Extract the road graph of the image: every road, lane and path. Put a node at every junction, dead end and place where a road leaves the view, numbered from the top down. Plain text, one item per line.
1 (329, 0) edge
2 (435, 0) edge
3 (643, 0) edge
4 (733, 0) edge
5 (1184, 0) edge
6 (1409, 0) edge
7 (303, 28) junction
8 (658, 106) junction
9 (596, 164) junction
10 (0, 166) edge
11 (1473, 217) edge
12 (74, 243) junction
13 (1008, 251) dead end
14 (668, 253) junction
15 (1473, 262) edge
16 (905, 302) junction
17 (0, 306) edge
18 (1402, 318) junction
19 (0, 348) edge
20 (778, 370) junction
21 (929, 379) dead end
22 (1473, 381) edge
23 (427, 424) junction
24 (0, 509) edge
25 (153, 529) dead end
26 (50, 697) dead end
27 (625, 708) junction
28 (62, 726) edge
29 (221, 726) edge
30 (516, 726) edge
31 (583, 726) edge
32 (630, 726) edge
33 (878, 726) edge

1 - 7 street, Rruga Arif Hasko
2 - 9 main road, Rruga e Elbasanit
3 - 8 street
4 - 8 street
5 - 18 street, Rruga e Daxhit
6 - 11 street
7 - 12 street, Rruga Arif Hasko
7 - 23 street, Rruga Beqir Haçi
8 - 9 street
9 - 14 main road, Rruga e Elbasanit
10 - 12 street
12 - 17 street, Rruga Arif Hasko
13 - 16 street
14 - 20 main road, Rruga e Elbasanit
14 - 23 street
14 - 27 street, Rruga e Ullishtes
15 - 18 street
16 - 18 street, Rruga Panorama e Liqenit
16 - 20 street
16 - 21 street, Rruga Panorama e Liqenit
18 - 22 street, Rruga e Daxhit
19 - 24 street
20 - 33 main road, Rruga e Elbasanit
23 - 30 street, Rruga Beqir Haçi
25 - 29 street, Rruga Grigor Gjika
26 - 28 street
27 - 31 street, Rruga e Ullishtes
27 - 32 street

▶ _What you need to do_
Using the listing above, please repeat every entry exactly.

▶ _Written response_
Extract the road graph of the image: every road, lane and path. Put a node at every junction, dead end and place where a road leaves the view, numbered from the top down. Plain text, one item per line.
1 (329, 0) edge
2 (435, 0) edge
3 (643, 0) edge
4 (733, 0) edge
5 (1184, 0) edge
6 (1409, 0) edge
7 (303, 28) junction
8 (658, 106) junction
9 (596, 164) junction
10 (0, 166) edge
11 (1473, 217) edge
12 (74, 243) junction
13 (1008, 251) dead end
14 (668, 253) junction
15 (1473, 262) edge
16 (905, 302) junction
17 (0, 306) edge
18 (1402, 318) junction
19 (0, 348) edge
20 (778, 370) junction
21 (929, 379) dead end
22 (1473, 381) edge
23 (427, 424) junction
24 (0, 509) edge
25 (153, 529) dead end
26 (50, 697) dead end
27 (625, 708) junction
28 (62, 726) edge
29 (221, 726) edge
30 (516, 726) edge
31 (583, 726) edge
32 (630, 726) edge
33 (878, 726) edge

1 - 7 street, Rruga Arif Hasko
2 - 9 main road, Rruga e Elbasanit
3 - 8 street
4 - 8 street
5 - 18 street, Rruga e Daxhit
6 - 11 street
7 - 12 street, Rruga Arif Hasko
7 - 23 street, Rruga Beqir Haçi
8 - 9 street
9 - 14 main road, Rruga e Elbasanit
10 - 12 street
12 - 17 street, Rruga Arif Hasko
13 - 16 street
14 - 20 main road, Rruga e Elbasanit
14 - 23 street
14 - 27 street, Rruga e Ullishtes
15 - 18 street
16 - 18 street, Rruga Panorama e Liqenit
16 - 20 street
16 - 21 street, Rruga Panorama e Liqenit
18 - 22 street, Rruga e Daxhit
19 - 24 street
20 - 33 main road, Rruga e Elbasanit
23 - 30 street, Rruga Beqir Haçi
25 - 29 street, Rruga Grigor Gjika
26 - 28 street
27 - 31 street, Rruga e Ullishtes
27 - 32 street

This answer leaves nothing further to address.